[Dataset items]
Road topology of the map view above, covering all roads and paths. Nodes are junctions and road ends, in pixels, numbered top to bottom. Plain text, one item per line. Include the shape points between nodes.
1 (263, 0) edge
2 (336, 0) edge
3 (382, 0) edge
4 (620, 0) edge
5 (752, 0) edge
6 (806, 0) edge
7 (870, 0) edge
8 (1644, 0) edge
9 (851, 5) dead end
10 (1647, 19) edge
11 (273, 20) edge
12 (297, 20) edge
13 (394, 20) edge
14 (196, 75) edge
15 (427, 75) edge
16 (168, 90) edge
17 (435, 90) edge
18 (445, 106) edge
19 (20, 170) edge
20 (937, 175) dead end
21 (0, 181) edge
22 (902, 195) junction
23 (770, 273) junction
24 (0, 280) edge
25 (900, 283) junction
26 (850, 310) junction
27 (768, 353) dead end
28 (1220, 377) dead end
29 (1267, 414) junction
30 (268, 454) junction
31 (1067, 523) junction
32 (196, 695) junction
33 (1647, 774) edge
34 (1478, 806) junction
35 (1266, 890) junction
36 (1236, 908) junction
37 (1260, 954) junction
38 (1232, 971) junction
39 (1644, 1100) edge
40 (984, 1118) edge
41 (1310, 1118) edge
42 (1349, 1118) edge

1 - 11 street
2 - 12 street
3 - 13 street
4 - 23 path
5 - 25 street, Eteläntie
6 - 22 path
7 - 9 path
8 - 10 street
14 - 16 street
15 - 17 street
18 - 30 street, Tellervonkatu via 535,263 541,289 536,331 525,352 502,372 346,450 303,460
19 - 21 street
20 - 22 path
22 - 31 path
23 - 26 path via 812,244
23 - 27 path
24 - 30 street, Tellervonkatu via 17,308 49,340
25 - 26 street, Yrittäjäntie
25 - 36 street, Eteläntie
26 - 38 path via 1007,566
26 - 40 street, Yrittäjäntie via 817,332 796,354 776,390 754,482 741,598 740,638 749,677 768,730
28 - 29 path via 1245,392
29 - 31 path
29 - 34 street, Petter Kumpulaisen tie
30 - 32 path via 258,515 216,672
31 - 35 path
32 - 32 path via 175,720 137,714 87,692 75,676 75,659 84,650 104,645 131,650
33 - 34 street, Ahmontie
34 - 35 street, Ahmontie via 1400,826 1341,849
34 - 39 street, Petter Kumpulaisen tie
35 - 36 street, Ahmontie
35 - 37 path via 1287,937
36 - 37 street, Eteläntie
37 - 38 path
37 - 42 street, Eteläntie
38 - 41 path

...

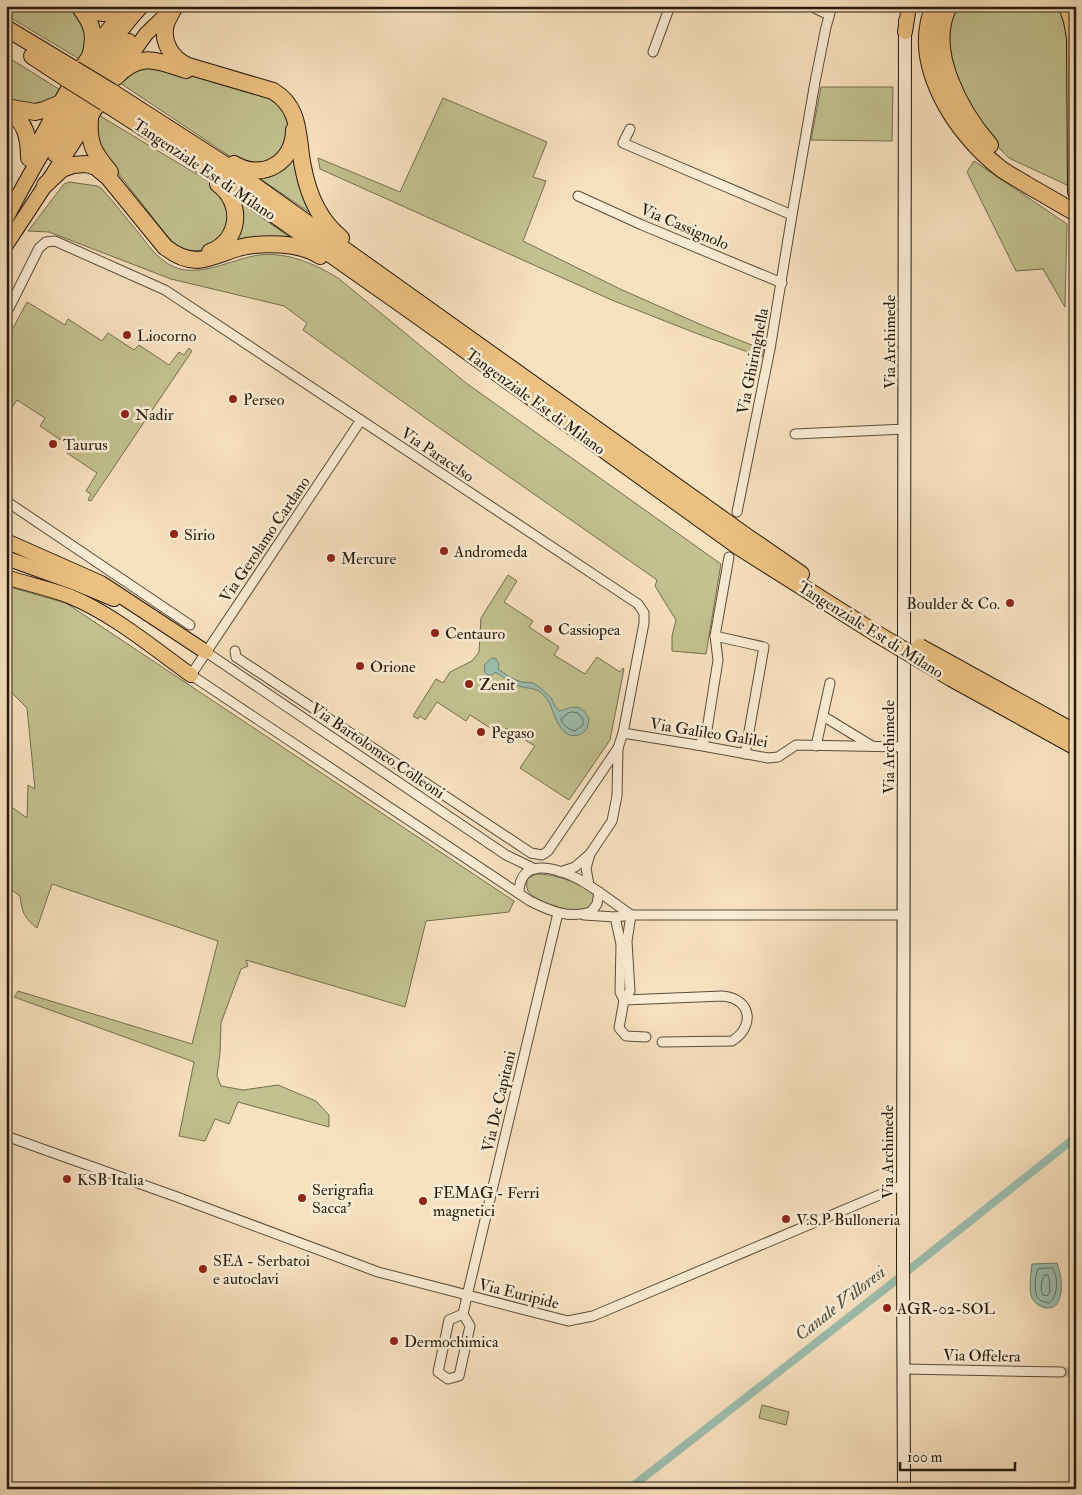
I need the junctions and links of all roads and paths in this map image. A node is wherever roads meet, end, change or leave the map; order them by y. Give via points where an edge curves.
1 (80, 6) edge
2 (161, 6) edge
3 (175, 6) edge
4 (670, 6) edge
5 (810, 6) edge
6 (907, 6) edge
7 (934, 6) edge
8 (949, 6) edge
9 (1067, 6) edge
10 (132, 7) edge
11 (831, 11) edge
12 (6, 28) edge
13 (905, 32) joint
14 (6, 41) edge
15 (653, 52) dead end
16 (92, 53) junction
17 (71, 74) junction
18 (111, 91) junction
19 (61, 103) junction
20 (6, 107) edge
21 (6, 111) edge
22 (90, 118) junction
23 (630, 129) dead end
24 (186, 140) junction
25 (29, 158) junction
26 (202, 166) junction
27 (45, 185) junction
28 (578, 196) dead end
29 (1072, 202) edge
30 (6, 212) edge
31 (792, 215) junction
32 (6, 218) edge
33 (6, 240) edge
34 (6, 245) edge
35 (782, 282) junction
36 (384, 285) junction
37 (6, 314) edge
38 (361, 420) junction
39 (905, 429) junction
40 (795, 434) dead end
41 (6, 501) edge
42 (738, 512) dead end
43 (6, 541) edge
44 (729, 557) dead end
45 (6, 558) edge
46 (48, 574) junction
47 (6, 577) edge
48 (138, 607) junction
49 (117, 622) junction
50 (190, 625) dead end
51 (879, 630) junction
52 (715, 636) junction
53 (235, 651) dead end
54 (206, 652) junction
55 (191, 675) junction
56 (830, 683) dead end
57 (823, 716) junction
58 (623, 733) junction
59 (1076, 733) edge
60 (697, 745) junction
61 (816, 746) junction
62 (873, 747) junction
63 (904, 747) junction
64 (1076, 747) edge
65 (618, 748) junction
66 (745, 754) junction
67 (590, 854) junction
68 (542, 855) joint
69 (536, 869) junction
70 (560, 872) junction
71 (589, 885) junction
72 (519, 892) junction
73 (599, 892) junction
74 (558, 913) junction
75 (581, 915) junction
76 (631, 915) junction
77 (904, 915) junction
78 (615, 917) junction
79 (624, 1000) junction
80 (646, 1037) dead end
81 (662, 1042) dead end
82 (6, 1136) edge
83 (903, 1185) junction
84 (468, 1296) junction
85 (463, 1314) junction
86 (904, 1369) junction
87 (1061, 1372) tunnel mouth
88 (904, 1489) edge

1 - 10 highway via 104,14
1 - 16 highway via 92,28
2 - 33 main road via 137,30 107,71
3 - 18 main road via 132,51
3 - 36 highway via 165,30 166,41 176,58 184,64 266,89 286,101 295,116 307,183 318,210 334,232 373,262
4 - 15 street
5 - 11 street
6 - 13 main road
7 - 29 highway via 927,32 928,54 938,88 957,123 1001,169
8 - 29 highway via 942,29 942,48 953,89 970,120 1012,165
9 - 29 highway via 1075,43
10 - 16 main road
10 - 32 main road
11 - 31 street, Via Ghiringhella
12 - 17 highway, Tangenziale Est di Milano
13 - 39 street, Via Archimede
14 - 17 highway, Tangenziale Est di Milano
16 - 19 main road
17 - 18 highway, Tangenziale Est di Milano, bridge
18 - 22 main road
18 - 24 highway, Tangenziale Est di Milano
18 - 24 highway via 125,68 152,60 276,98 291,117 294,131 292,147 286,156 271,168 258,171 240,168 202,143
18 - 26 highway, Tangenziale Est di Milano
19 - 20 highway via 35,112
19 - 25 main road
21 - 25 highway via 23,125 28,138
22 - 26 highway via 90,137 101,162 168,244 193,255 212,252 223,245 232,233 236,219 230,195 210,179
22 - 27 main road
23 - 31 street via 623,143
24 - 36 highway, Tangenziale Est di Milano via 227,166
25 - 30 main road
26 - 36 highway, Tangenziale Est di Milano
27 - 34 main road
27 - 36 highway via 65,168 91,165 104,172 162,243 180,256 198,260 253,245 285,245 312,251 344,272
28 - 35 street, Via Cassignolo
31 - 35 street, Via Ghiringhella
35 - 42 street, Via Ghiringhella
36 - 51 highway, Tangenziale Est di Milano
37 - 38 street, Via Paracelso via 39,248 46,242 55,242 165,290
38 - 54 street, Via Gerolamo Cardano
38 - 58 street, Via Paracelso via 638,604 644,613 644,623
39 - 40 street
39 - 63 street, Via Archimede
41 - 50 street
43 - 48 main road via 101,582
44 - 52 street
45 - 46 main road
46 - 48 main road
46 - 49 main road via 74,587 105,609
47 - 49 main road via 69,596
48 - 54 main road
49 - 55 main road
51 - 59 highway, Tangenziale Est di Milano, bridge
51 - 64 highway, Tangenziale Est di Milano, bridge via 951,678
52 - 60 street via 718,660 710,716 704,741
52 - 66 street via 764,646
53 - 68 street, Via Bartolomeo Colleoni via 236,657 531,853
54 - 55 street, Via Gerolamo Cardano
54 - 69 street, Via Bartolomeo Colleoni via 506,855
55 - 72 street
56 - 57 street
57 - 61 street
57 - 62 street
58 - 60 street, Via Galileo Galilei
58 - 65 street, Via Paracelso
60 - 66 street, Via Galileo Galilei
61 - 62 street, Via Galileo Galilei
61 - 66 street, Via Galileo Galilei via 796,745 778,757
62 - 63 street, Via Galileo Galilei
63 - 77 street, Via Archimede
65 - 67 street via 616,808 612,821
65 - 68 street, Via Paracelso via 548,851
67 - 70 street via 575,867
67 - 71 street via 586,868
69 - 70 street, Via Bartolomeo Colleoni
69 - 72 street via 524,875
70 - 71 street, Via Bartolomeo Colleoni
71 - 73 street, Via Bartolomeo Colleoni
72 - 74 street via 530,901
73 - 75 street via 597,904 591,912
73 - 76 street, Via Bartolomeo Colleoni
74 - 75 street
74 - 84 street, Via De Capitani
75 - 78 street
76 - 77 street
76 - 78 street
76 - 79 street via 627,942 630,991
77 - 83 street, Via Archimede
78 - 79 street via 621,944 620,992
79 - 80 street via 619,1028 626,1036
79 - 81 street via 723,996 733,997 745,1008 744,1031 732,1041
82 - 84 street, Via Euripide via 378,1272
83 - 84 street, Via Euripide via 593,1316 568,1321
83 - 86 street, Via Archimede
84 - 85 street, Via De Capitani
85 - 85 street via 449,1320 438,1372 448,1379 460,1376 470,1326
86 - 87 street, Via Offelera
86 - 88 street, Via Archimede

YOUR GOAL ▸ The answer should be all lines from the entries above that hold the word "Bartolomeo".

EXERCISE OUTPUT ▸
53 - 68 street, Via Bartolomeo Colleoni via 236,657 531,853
54 - 69 street, Via Bartolomeo Colleoni via 506,855
69 - 70 street, Via Bartolomeo Colleoni
70 - 71 street, Via Bartolomeo Colleoni
71 - 73 street, Via Bartolomeo Colleoni
73 - 76 street, Via Bartolomeo Colleoni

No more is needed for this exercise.